Asset allocation guidance: Use the Auto Choice LC-75 option or Active choice with 75% equity allocation if you are more than 10 years from retirement. NPS equity funds invest in index-mirroring baskets and carry expense ratios well below actively managed mutual funds. Shift to a lower equity allocation in the decade before 60.
One constraint to acknowledge honestly: NPS Tier I is illiquid until 60, with limited partial withdrawal exceptions (for housing, education, medical emergencies after three years of contribution). Do not route money you will need before retirement into NPS purely for the tax deduction β the liquidity cost is real and permanent until maturity.
Key Takeaways
- Declare your regime to HR in April, before the first salary of FY 2026-27. Your entire year's TDS computation flows from this one written declaration.

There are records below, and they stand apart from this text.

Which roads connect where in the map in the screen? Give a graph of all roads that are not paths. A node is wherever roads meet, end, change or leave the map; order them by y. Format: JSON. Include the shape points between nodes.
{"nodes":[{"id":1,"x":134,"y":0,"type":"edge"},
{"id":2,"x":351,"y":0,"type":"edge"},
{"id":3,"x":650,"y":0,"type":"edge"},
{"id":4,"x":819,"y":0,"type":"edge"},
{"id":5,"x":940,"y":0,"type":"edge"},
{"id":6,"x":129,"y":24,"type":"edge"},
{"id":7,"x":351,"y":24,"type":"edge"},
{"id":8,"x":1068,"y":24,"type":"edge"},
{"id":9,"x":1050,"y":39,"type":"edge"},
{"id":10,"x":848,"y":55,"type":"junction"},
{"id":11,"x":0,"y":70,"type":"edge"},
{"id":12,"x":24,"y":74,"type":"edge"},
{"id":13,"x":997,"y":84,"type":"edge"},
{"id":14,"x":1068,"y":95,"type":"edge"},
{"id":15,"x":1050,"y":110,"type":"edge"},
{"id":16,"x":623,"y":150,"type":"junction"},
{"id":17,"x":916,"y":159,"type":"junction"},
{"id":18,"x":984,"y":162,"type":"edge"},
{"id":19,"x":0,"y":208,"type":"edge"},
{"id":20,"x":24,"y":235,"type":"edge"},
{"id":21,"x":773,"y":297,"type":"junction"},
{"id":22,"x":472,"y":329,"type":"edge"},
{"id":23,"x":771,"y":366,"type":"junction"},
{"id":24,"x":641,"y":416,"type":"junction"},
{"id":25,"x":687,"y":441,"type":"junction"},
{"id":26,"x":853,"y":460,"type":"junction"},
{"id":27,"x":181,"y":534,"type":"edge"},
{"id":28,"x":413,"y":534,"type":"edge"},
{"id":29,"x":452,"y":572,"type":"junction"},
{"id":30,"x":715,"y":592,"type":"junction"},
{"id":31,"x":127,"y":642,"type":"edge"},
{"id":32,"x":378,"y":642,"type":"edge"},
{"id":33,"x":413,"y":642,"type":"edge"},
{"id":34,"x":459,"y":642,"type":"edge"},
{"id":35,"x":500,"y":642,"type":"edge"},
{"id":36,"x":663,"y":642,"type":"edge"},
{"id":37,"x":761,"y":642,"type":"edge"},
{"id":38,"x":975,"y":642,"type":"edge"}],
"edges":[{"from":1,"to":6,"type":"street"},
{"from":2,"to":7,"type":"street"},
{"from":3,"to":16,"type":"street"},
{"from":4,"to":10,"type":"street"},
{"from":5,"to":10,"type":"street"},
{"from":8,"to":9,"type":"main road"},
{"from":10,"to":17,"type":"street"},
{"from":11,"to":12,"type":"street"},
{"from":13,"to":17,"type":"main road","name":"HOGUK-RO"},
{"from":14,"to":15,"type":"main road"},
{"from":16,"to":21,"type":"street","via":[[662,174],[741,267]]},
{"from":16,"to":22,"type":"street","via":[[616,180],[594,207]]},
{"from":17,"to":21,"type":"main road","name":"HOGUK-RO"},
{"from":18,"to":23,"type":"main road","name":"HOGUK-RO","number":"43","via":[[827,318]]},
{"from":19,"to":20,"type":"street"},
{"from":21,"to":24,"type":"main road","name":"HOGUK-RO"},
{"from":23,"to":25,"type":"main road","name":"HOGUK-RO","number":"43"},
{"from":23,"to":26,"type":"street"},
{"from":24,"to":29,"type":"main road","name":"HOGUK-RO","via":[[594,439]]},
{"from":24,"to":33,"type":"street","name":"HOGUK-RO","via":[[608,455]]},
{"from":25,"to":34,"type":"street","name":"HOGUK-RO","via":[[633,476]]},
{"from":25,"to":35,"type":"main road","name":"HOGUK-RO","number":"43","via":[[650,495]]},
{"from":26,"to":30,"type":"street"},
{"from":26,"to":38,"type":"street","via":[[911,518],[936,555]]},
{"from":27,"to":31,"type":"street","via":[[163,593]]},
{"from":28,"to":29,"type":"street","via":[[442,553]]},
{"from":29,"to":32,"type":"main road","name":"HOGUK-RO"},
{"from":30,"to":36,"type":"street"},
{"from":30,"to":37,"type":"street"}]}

- The new regime eliminates tax at Rs. 12.75 lakh gross salary via the Rs. 75,000 standard deduction plus the Rs. 60,000 Section 87A rebate β the strongest structural benefit the law currently offers salaried employees.

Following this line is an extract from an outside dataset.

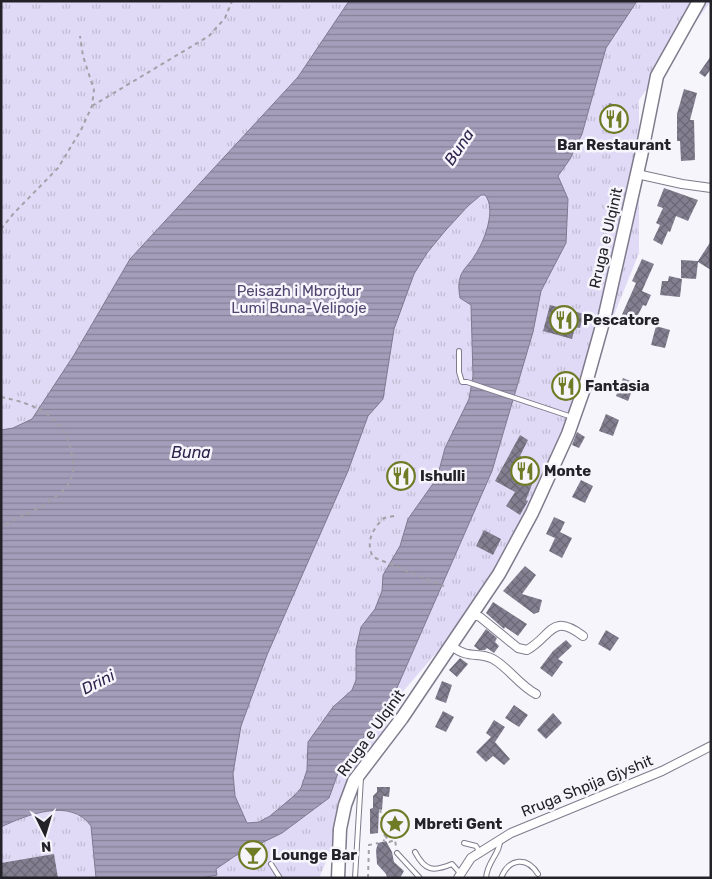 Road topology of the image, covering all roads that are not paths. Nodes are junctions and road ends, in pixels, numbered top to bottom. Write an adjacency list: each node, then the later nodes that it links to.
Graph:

- At Rs. 15 lakh CTC, the new regime wins unless you can simultaneously claim HRA, home loan interest, full 80C, 80D and NPS 80CCD(1B). Run the numbers; do not guess.
- Employer NPS under Section 80CCD(2) reduces tax in both regimes β negotiate this salary restructuring with HR regardless of your regime choice.
- Download AIS from the income tax portal in June, reconcile every entry against your actual income, and submit feedback on incorrect data before filing. This one step prevents the majority of post-filing notices.
- File ITR by 31 July 2027 to preserve loss carry-forward rights and lock the refund cycle. Late filing is a choice with compounding consequences.
- Review the regime comparison every April without exception β income, rent, loan outstanding and family circumstances change annually, and so does the correct answer.